In many cases, devices are exchanging "handshakes" with each other to connect, but this has no inherent data value for the end business. If computing placed at the edge of the enterprise can preprocess and exclude this data, there will be less data to transport and store in central databases.

"Enterprises also need to look at their data lakes and other data repositories so they can determine which of the real-time IoT data they want to store and even aggregate for query and analytics purposes," Wilkes said.

Developing an end-to-end architecture that addresses both centralized enterprise computing and IoT is in early stages at most companies. It is an area that needs to be addressed by data architects.

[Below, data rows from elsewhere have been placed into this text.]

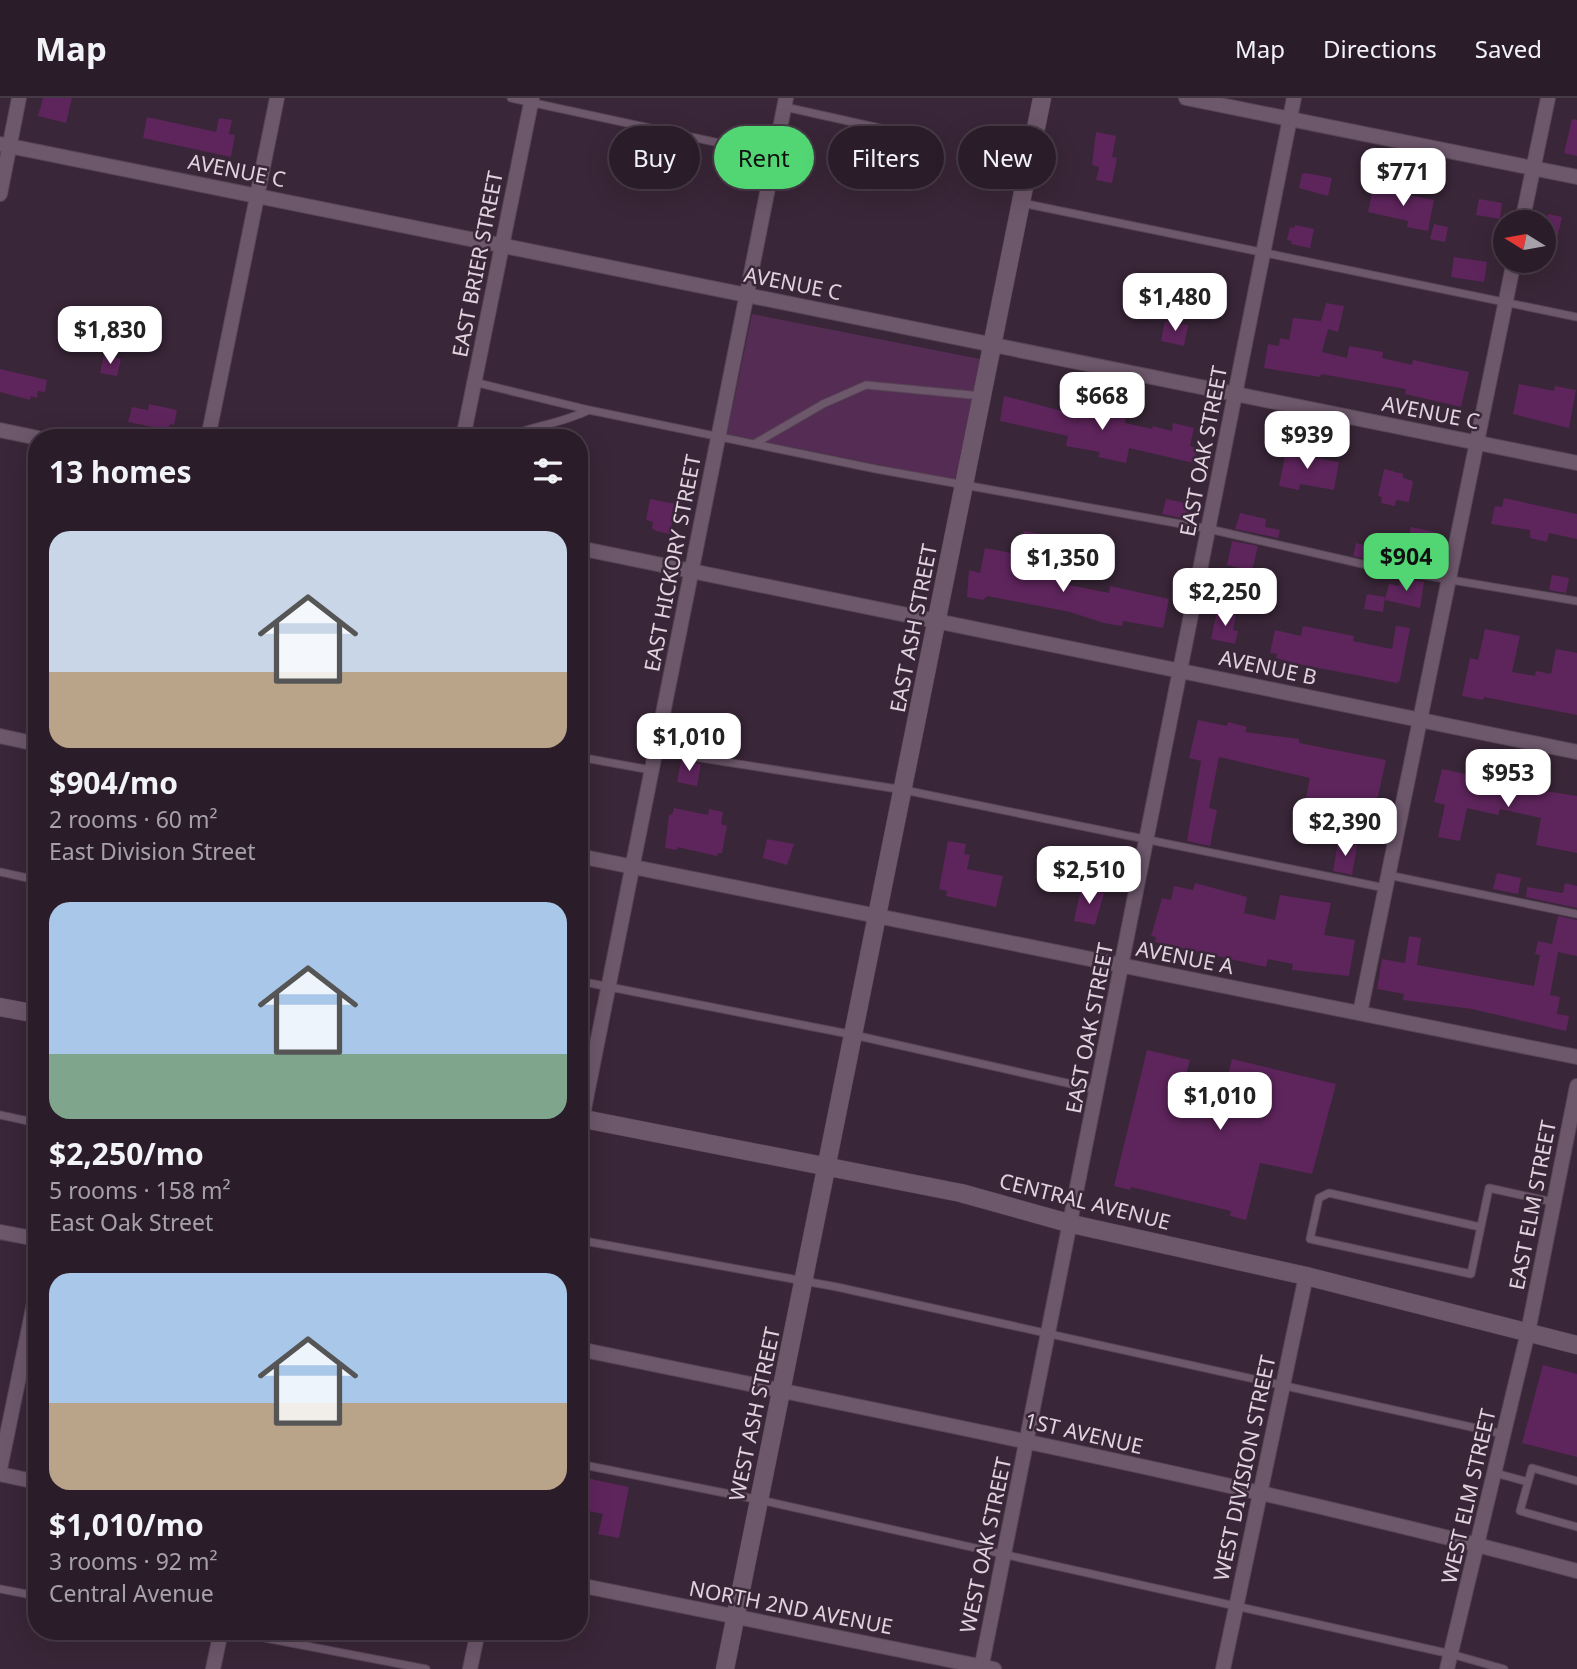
<!DOCTYPE html>
<meta charset="utf-8">
<style>
body{margin:0;font-family:"Noto Sans",sans-serif;background:#372936;color:#f1f3f6;height:100vh;display:flex;flex-direction:column;font-size:26px;white-space:nowrap}
*{box-sizing:border-box;margin:0}
p{font-size:23px;color:#a6a1a8}
.icon{flex:none;width:38px;height:38px;fill:none;stroke:currentColor;stroke-width:2;stroke-linecap:round;stroke-linejoin:round}
.map{position:relative;flex:1;overflow:hidden}
.details{position:absolute;left:28px;top:331px;width:560px;height:1211px;display:flex;flex-direction:column;background:#2b1c2a;border-radius:28px;box-shadow:0 7px 28px #0002,0 0 0 2px #473a47}
.details>*{flex:none}
.banner{position:absolute;left:609px;top:28px;width:665px;height:63px;display:flex;gap:14px}
.needle{width:46px;rotate:281deg}
.tools{position:absolute;left:1493px;top:112px;display:grid;gap:14px}
.tools a{display:grid;place-items:center;width:63px;height:63px;border-radius:50%;background:#2b1c2a;box-shadow:0 7px 28px #0002,0 0 0 2px #473a47;font-size:35px}
.price{position:absolute;translate:-50% -60px;padding:0 16px;border-radius:14px;background:#fff;color:#222;font-size:23px;line-height:46px;filter:drop-shadow(0 2px 4px #0008)}
.price::after{content:'';position:absolute;left:50%;top:42px;width:21px;height:16px;margin-left:-10px;background:inherit;clip-path:polygon(0 0,100% 0,50% 100%)}
.price.active{background:#52d673;color:#111}
ul{padding:0;list-style:none}
li{display:grid;align-content:center;gap:14px;height:371px;padding:0 21px}
li span{display:grid;place-items:center;height:217px;border-radius:21px;color:#555}
li>.icon{margin-inline-start:auto}
span .icon{width:126px;height:126px;fill:#fffc;stroke-width:1}
li b{font-size:30px}
h2{display:flex;justify-content:space-between;align-items:center;height:84px;padding:0 21px;font-size:30px}
.pill{padding:0 24px;border-radius:32px;background:#2b1c2a;box-shadow:0 7px 28px #0002,0 0 0 2px #473a47;font-size:24px;line-height:63px}
.pill.active{background:#52d673;color:#111}
header{display:flex;align-items:center;gap:42px;box-sizing:border-box;height:98px;padding:0 35px;background:#2b1c2a;border-bottom:2px solid #473a47}
header strong{font-size:33px}
nav{display:flex;gap:38px;margin-inline-start:auto;font-size:24px}
.map>svg:first-child{display:block}
.green{fill:#552c54}
.building{fill:#5e255c}
.lines{fill:none;stroke-linecap:round;stroke-linejoin:round}
.service-casing{stroke:#564554;stroke-width:9}
.minor-casing{stroke:#564554;stroke-width:16}
.tertiary-casing{stroke:#564554;stroke-width:19}
.service{stroke:#6d576b;stroke-width:7}
.minor{stroke:#6d576b;stroke-width:14}
.tertiary{stroke:#6d576b;stroke-width:18}
.labels{text-anchor:middle;dominant-baseline:central;stroke-width:5;stroke-linejoin:round;paint-order:stroke}
.street-label{font-size:21px;fill:#e0d3de;stroke:#392638}
</style>
<header>
<strong>Map</strong>
<nav><a>Map</a><a>Directions</a><a>Saved</a></nav>
</header>
<div class="map">
<svg width="1577" height="1571" viewBox="0 0 1577 1571">
<rect width="100%" height="100%" fill="#392638"/>
<path class="green" d="M752 216 980 261 955 382 727 336Z"/>
<path class="building" d="M43 0H72L66 25 38 18Z
M147 19 216 34 219 20 232 22 229 36 235 37 231 59 143 40Z
M1572 21 1577 22V58L1564 55Z
M1096 34 1116 38 1112 59 1117 60 1112 85 1096 82 1099 69 1092 67Z
M1306 75 1332 80 1328 98 1299 90 1302 76Z
M1373 90 1434 102 1428 133 1407 129 1408 123 1368 114Z
M1479 101 1502 105 1500 121 1476 117Z
M1548 116 1562 119 1558 137 1544 134Z
M1434 126 1448 129 1445 144 1430 141Z
M1295 127 1314 131 1310 150 1291 146 1292 143 1287 142 1290 129 1294 130Z
M1454 159 1487 164 1484 184 1451 179Z
M1326 205 1344 208 1338 234 1328 231 1322 254 1347 260 1349 248 1383 254 1382 260 1412 267 1413 262 1469 274 1461 309 1405 296 1406 291 1321 276 1320 279 1264 270 1268 246 1279 248 1280 240 1289 242 1293 220 1321 223Z
M1165 223 1188 227 1184 248 1161 243Z
M104 257 121 261 117 278 100 275Z
M0 271 47 282 45 294 38 293 37 300 31 298 30 302 0 294Z
M1519 286 1554 293 1555 288 1576 292 1569 330 1513 316Z
M1004 298 1062 313 1126 320 1125 325 1152 331 1153 328 1172 333 1173 325 1194 330 1190 348 1197 350 1194 365 1129 350 1126 365 1098 359 1100 354 1066 348 1068 338 1000 323Z
M149 306 177 312 174 327 170 326 168 332 128 324 132 309 148 312Z
M1287 348 1306 352 1305 358 1339 364 1334 392 1300 386 1299 392 1279 388Z
M1384 371 1403 376V380L1413 383 1409 404 1396 402 1395 408 1381 405 1382 399 1378 398Z
M1504 400 1577 416V441L1549 435 1547 444 1530 440V432L1491 426 1495 408 1502 409Z
M650 401 676 406 670 436 656 433 652 430 653 424 646 422Z
M1166 401 1190 406 1186 421 1162 416Z
M1240 415 1266 421 1265 429 1280 432 1278 440 1235 431Z
M1411 429 1435 434 1427 472 1403 468Z
M1024 433 1040 436 1038 454 1021 451Z
M1232 443 1258 448 1252 473 1227 467Z
M1356 445 1374 449 1372 462 1353 458Z
M985 450 1017 456 1014 474 1065 482 1064 486 1109 495 1110 488 1169 501 1163 530 1123 523 1122 528 1104 525 1070 514 987 498 983 502 967 499 969 472 980 475Z
M1552 477 1569 480 1566 495 1549 492Z
M1400 480 1424 484 1420 510 1385 502 1389 486 1399 488Z
M1367 496 1385 499 1383 514 1364 511Z
M1217 513 1236 517 1233 532 1238 533 1235 546 1211 541Z
M1303 528 1354 538 1353 543 1392 551 1396 528 1410 530 1400 582 1397 585 1298 566 1276 560 1277 556 1270 555 1275 532 1301 538Z
M1485 531 1520 538 1512 574 1535 578 1536 573 1551 576 1556 551 1577 555V617L1484 599 1483 602 1462 598 1470 560 1478 562Z
M1198 622 1227 628 1228 624 1247 629 1245 634 1299 641V645L1386 662 1370 734 1354 731 1356 721 1304 710 1310 680 1219 659 1209 710 1217 712 1210 748 1187 743 1201 663 1189 660Z
M681 663 701 666 697 688 677 684Z
M1442 671 1470 677 1469 682 1519 693 1520 689 1577 698V755L1536 747 1541 720 1500 711 1498 717 1467 710 1460 743 1438 739 1445 707 1434 704Z
M674 710 708 717 709 711 723 714 721 726 727 728 722 755H718L717 758 677 749V752L665 750 669 716 672 717Z
M767 741 794 746 787 767 763 760Z
M948 743 966 746 964 756 970 757 967 771 1003 778 996 809 946 798 947 793 939 791Z
M1338 744 1357 747 1352 777 1333 773Z
M1497 775 1521 780 1518 796 1493 791Z
M1195 785 1247 799 1244 815 1275 822 1280 797 1331 805 1324 837 1355 842 1349 878 1292 872 1293 866 1268 861 1266 869 1155 844 1156 839 1151 838 1162 800 1171 802 1174 788 1193 792Z
M1565 785 1577 788V810L1526 799 1527 789 1563 795Z
M1081 790 1104 795 1095 827 1074 823Z
M1558 818 1577 822V858L1558 854 1550 897 1560 899 1557 916 1569 918 1566 933 1472 911 1403 902 1404 896 1377 891 1382 861 1405 865 1409 838 1421 840 1417 867 1534 888 1540 857 1535 856 1538 843 1552 846Z
M1147 952 1190 962 1185 980 1195 983 1188 1012 1218 1019 1232 961 1336 986 1312 1076 1260 1065 1246 1122 1230 1118 1231 1113 1131 1089 1130 1092 1114 1088Z
M1543 1267 1577 1276V1359L1522 1345Z
M581 1379 629 1389 619 1440 598 1436 603 1416 579 1411Z"/>
<g class="lines">
<defs>
<path id="service" d="M511 0 775 57
M785 9 911 37
M1022 105 1577 219
M474 284 589 312 876 371 1209 431 1380 470 1577 503
M504 340C532 328 563 325 589 312
M754 346 823 306 866 287 982 298
M656 653 904 692 1385 790
M579 659 651 672
M0 774 37 782
M1388 777 1577 816
M579 883 854 937 1098 992
M0 1017 37 1025
M1480 1129 1329 1095 1319 1100 1310 1141 1471 1176 1489 1090 1553 1104
M579 1142 837 1189 1503 1336
M579 1366 760 1402 1451 1556 1504 1571
M1495 1375 1528 1384
M1577 1383 1532 1370 1520 1413 1577 1429
M0 1491 37 1498
M229 1533 426 1571"/>
<path id="minor" d="M1186 0 1577 79
M0 46 1577 365
M0 96 19 0
M1522 124 1548 0
M0 332 38 340
M208 340 277 0
M463 340 532 0
M579 450 1577 654
M0 638 37 646
M579 758 1577 959
M1360 915 1514 163
M579 1036 786 0
M0 1134 37 1141
M579 1251C913 1320 1248 1385 1577 1473
M0 1371 37 1191
M0 1376 37 1384
M579 1487 994 1571
M213 1571 221 1533
M470 1571 478 1533
M981 1571 1294 0
M1223 1571 1306 1178
M1447 1571 1528 1234 1577 988"/>
<path id="tertiary" d="M0 909 37 916
M579 1020 961 1095 1072 1126 1306 1178 1577 1247
M725 1571 1042 0"/>
</defs>
<use href="#service" class="service-casing"/>
<use href="#minor" class="minor-casing"/>
<use href="#tertiary" class="tertiary-casing"/>
<use href="#service" class="service"/>
<use href="#minor" class="minor"/>
<use href="#tertiary" class="tertiary"/>
</g>
<g class="labels">
<g class="street-label">
<text transform="translate(237 72) rotate(11)">AVENUE C</text>
<text transform="translate(477 166) rotate(-79)">EAST BRIER STREET</text>
<text transform="translate(793 185) rotate(11)">AVENUE C</text>
<text transform="translate(1431 314) rotate(11)">AVENUE C</text>
<text transform="translate(1203 353) rotate(-79)">EAST OAK STREET</text>
<text transform="translate(672 465) rotate(-79)">EAST HICKORY STREET</text>
<text transform="translate(913 530) rotate(-79)">EAST ASH STREET</text>
<text transform="translate(1268 569) rotate(12)">AVENUE B</text>
<text transform="translate(1185 859) rotate(11)">AVENUE A</text>
<text transform="translate(1089 930) rotate(-79)">EAST OAK STREET</text>
<text transform="translate(1085 1103) rotate(14)">CENTRAL AVENUE</text>
<text transform="translate(1532 1107) rotate(-79)">EAST ELM STREET</text>
<text transform="translate(754 1316) rotate(-78)">WEST ASH STREET</text>
<text transform="translate(1084 1335) rotate(13)">1ST AVENUE</text>
<text transform="translate(1244 1370) rotate(-78)">WEST DIVISION STREET</text>
<text transform="translate(1468 1398) rotate(-77)">WEST ELM STREET</text>
<text transform="translate(985 1447) rotate(-78)">WEST OAK STREET</text>
<text transform="translate(791 1509) rotate(11)">NORTH 2ND AVENUE</text>
</g>
</g>
</svg>
<div class="tools">
<a><svg class="needle" viewBox="-14 -14 28 28"><path d="M0-13l5 13h-10z" fill="#e53935"/><path d="M0 13l5-13h-10z" fill="#a6a1a8"/></svg></a>
</div>
<b class="price" style="left:1403px;top:110px">$771</b>
<b class="price" style="left:1175px;top:235px">$1,480</b>
<b class="price" style="left:110px;top:268px">$1,830</b>
<b class="price" style="left:1102px;top:334px">$668</b>
<b class="price" style="left:1307px;top:373px">$939</b>
<b class="price active" style="left:1406px;top:495px">$904</b>
<b class="price" style="left:1063px;top:496px">$1,350</b>
<b class="price" style="left:1225px;top:530px">$2,250</b>
<b class="price" style="left:689px;top:675px">$1,010</b>
<b class="price" style="left:1508px;top:711px">$953</b>
<b class="price" style="left:1345px;top:760px">$2,390</b>
<b class="price" style="left:1089px;top:808px">$2,510</b>
<b class="price" style="left:1220px;top:1034px">$1,010</b>
<div class="banner">
<a class="pill">Buy</a>
<a class="pill active">Rent</a>
<a class="pill">Filters</a>
<a class="pill">New</a>
</div>
<section class="details">
<h2>13 homes<svg class="icon" aria-label="filters" viewBox="0 0 24 24"><path d="M4 7h16M4 17h16"/><circle cx="9" cy="7" r="2"/><circle cx="15" cy="17" r="2"/></svg></h2>
<ul>
<li><span style="background:linear-gradient(#c9d6e8 65%,#b9a48a 0)"><svg class="icon" aria-label="home" viewBox="0 0 24 24"><path d="M3 11l9-7 9 7M6 9v11h12V9"/></svg></span><div><b>$904/mo</b><p>2 rooms · 60 m²</p><p>East Division Street</p></div></li>
<li><span style="background:linear-gradient(#a9c7e8 70%,#7fa58c 0)"><svg class="icon" aria-label="home" viewBox="0 0 24 24"><path d="M3 11l9-7 9 7M6 9v11h12V9"/></svg></span><div><b>$2,250/mo</b><p>5 rooms · 158 m²</p><p>East Oak Street</p></div></li>
<li><span style="background:linear-gradient(#a9c7e8 60%,#b9a48a 0)"><svg class="icon" aria-label="home" viewBox="0 0 24 24"><path d="M3 11l9-7 9 7M6 9v11h12V9"/></svg></span><div><b>$1,010/mo</b><p>3 rooms · 92 m²</p><p>Central Avenue</p></div></li>
</ul>
</section>
</div>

"This is important because there is a big difference between having data and having information," Wilkes said. "For instance, you can slap sensors on motors and couple them with smart power supplies to get information on usage, but what if the temperature that the engine is operating at is too high or there's too much vibration? Do you have an image of the engine you can look at? All of these elements need to be brought together so you can look at the data in different ways and get the complete picture."

So how do companies move beyond elementary IoT locational data reporting and into more value-added information?

  • Begin by assessing the communications capabilities of the IoT devices you are deploying at the edge of your enterprise. Can these devices communicate over the internet to an on-premises or cloud-based system?
  • Revisit your network infrastructure. Do you need to place more computing power at the edge of your enterprise? What types of storage, security, and processing are you likely to need?
  • Review your enterprise data architecture. With IoT rapidly adding to your data under management, which IoT data do you want to discard? For the data you save, where should it go? To the cloud? To an on-premises data repository? To a local edge server?
  • Which IoT data do you potentially want to aggregate and/or optimize for use in analytics data marts, and for what business purposes?

"There are many approaches to IoT that we talk about, but in the end, enterprises need to be thinking about what they want IoT to do in real time for them at the edge--and how they expect it to add value later for them in data lakes and repositories," Wilkes said. "The best way for companies to do this is to take a step back and think about their current IoT use cases and then create a strategy that links this IoT data to their analytics and central resources so they can further build business value."